Ella Jenkins is a legend. There are rising stars, stars, and superstars in the kids' music world, but Ella Jenkins is a flat-out legend, even though she might demur at the use of such a word. Three weeks ago, just after her birthday, I talked with her about her start in the field of kids' music, her approach, and her long career recording for Folkways Recordings (now Smithsonian Folkways). Read on for her thoughts on all those things, plus find out one of her nicknames, how she chose the ukelele as an instrument, and be amazed by exactly how many languages she can use in one conversation. ********* Zooglobble: The first thing I wanted to say is Happy Belated Birthday. Ella Jenkins: Oh, thank you! I feel honored. I never tire of people saying it. So you had a concert on Monday? Yes. One of the branch libraries were celebrating their tenth anniversary. The person who had introduced me to that library, his name is Scott Draw. I had worked with him at another library, and he knew my birthday was on August 6th and he said, "That's when we're having our anniversary party, it would be nice if we could coordinate it. The Friends of the Library said they'd be happy to engage you if you could do a mini-concert." And everybody sang Happy Birthday to you, I hope? Oh, yes, they did that. We were trying to save it for the end, but somebody jumped the gun, I think [Laughs]. This is the fiftieth anniversary of your first album's release on Smithsonian Folkways [in 1957]... I went to New York City in 1956 and met Moses Asch, who had faith in me and felt there was a possibility [of releasing an album]. He said, send me some material. I had actually brought him a demo disk with about four different songs.
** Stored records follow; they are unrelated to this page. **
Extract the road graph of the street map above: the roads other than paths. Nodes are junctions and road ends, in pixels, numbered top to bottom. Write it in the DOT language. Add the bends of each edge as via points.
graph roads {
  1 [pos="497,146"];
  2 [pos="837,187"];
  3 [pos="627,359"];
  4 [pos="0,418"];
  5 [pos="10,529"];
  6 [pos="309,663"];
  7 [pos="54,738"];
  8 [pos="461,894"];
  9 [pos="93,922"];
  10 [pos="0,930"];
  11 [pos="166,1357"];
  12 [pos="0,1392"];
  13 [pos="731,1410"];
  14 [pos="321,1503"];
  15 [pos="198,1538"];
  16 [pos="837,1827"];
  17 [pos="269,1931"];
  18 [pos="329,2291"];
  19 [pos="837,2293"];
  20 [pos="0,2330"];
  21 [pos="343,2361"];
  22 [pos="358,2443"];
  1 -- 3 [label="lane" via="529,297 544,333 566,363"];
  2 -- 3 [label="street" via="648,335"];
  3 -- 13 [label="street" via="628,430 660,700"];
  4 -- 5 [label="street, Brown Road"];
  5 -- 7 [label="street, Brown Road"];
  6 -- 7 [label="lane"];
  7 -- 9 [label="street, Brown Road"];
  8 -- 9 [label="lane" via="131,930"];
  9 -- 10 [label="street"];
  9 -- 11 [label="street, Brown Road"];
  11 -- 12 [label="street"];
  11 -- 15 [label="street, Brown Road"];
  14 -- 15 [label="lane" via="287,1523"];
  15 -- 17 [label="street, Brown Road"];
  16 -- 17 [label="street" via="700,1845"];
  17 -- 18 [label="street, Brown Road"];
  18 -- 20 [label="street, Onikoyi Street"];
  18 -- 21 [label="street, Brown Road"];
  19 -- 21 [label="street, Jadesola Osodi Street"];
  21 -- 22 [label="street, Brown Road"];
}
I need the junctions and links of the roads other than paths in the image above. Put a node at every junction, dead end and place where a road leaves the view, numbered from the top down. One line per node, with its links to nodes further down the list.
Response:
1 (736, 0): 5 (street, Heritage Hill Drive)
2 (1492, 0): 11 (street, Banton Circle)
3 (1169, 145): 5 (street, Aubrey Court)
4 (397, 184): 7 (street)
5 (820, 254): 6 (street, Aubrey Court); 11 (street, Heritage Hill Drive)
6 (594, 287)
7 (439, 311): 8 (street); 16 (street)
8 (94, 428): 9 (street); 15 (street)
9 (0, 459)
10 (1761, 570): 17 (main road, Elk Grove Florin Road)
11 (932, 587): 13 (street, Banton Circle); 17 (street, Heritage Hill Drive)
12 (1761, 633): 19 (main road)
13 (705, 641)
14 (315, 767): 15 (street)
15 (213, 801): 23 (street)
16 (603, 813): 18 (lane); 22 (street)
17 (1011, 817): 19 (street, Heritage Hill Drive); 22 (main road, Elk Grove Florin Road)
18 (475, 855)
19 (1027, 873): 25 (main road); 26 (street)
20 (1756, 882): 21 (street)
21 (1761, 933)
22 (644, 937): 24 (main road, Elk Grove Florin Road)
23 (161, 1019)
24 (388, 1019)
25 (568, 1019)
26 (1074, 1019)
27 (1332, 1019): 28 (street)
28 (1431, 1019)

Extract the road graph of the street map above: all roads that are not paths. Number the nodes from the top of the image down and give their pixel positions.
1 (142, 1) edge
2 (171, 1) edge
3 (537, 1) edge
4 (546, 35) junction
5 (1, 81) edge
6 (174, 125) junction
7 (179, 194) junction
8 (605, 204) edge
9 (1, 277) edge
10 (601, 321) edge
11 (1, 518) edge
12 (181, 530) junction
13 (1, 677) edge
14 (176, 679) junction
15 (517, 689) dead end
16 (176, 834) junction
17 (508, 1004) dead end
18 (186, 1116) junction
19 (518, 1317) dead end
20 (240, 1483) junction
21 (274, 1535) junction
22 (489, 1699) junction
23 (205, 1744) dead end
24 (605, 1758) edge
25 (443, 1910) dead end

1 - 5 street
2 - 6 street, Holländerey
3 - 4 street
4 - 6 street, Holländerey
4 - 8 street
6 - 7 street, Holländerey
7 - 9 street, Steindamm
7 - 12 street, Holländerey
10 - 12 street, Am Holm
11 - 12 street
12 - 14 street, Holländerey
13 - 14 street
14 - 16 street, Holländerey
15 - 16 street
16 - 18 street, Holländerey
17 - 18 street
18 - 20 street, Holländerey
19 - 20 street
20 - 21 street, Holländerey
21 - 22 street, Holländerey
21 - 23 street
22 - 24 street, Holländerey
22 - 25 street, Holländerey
He said, you can probably do a recording, but you need to expand a bit, add a little instrumentation, and maybe we can do an album with you. But in the meantime, let's sign a contract, which let me know he was really serious. That was in 1956, but in 1957 is when he released the album. It was a 10-inch [LP] and it was called Call and Response: Rhythmic Group Singing. That was my focus on how I would teach music, the call and response approach. How did you settle on call and response as the primary way you wanted to teach music and lead and sing music?